Graduate School of Engineering, Hiroshima University, 1-4-1 Kagamiyama, Higashi-Hiroshima, Hiroshima 739-8527, Japan.
Graduate School of Biosphere Science, Hiroshima University, 1-4-4 Kagamiyama, Higashi-Hiroshima, Hiroshima 739-8528, Japan.
Sensors (Basel). 2018 Aug 13;18(8):2656. doi: 10.3390/s18082656.
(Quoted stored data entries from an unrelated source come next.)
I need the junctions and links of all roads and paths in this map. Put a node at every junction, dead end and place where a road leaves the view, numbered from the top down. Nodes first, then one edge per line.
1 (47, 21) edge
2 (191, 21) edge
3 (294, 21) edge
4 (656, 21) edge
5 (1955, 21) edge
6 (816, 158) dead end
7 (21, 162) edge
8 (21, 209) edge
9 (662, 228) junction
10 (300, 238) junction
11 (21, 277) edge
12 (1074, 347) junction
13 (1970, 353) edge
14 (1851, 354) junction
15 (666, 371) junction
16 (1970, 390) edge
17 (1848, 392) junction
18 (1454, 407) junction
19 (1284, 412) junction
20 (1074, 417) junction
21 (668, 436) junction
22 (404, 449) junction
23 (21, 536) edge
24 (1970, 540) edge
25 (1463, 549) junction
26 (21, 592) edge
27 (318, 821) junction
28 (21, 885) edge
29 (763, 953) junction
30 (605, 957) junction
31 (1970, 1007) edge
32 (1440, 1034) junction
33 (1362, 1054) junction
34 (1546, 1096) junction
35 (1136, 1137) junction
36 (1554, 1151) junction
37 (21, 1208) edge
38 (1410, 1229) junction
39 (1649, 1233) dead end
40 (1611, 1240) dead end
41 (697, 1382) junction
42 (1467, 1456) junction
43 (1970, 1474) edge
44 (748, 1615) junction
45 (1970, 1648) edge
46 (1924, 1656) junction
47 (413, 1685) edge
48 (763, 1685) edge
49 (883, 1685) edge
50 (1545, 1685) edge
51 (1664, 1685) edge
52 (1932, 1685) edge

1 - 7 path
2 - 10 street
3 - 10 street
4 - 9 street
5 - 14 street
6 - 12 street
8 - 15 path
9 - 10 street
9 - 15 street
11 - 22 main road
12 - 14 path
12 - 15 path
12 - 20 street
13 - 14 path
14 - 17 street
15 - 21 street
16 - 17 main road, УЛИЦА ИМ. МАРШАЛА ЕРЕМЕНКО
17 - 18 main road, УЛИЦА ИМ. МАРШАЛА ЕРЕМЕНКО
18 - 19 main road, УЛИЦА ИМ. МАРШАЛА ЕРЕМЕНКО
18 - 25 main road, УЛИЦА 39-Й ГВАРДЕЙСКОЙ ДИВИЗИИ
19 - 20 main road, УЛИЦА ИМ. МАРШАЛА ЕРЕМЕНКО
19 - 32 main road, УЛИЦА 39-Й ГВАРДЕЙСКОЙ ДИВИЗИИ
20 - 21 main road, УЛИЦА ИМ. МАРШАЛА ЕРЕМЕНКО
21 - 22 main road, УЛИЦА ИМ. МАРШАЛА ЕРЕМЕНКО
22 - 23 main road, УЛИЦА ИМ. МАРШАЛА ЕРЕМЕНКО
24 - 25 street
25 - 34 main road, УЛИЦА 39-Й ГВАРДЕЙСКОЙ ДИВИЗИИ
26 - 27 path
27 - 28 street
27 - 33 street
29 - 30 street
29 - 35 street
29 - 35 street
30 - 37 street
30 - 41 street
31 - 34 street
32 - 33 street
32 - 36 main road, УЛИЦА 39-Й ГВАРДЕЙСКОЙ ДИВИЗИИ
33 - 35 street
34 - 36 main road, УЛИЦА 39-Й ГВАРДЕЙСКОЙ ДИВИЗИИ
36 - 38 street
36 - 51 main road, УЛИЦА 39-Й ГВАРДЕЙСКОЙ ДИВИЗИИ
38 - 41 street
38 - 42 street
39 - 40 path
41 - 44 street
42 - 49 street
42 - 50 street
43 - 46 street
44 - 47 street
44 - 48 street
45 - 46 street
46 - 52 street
Harmful algal blooms (HABs) occur frequently in the Seto Inland Sea, bringing significant economic and environmental losses for the area, which is well known as one of the world's most productive fisheries. Our objective was to develop a quantitative model using in situ hyperspectral measurements in the Seto Inland Sea to estimate chlorophyll (Chl-) concentration, which is a significant parameter for detecting HABs. We obtained spectra and Chl- data at six stations from 12 ship-based surveys between December 2015 and September 2017. In this study, we used an iterative stepwise elimination partial least squares (ISE-PLS) regression method along with several empirical and semi-analytical methods such as ocean chlorophyll, three-band model, and two-band model algorithms to retrieve Chl-. Our results showed that ISE-PLS using both the water-leaving reflectance () and the first derivative reflectance (FDR) had a better predictive ability with higher coefficient of determination (²), lower root mean squared error (RMSE), and higher residual predictive deviation (RPD) values (² = 0.77, RMSE = 1.47 and RPD = 2.1 for ; ² = 0.78, RMSE = 1.45 and RPD = 2.13 for FDR). However, in this study the ocean chlorophyll (OC) algorithms had poor predictive ability and the three-band and two-band model algorithms did not perform well in areas with lower Chl- concentrations. These results support ISE-PLS as a potential coastal water quality assessment method using hyperspectral measurements.
有害赤潮(HABs)在濑户内海频繁发生,给该地区带来了巨大的经济和环境损失,该地区是世界上最具生产力的渔业区之一。我们的目标是利用濑户内海的现场高光谱测量数据开发一个定量模型,以估算叶绿素(Chl-)浓度,这是检测 HABs 的重要参数。我们在 2015 年 12 月至 2017 年 9 月期间进行了 12 次船舶调查,在 6 个站位获得了光谱和 Chl-数据。在这项研究中,我们使用了迭代逐步消除偏最小二乘(ISE-PLS)回归方法,以及一些经验和半分析方法,如海洋叶绿素、三波段模型和双波段模型算法,以检索 Chl-。我们的结果表明,使用水体反射率()和一阶导数反射率(FDR)的 ISE-PLS 具有更好的预测能力,具有更高的决定系数(²)、更低的均方根误差(RMSE)和更高的残差预测偏差(RPD)值(²=0.77,RMSE=1.47 和 RPD=2.1 用于;²=0.78,RMSE=1.45 和 RPD=2.13 用于 FDR)。然而,在这项研究中,海洋叶绿素(OC)算法的预测能力较差,三波段和双波段模型算法在 Chl-浓度较低的区域表现不佳。这些结果支持 ISE-PLS 作为一种利用高光谱测量进行沿海水质评估的潜在方法。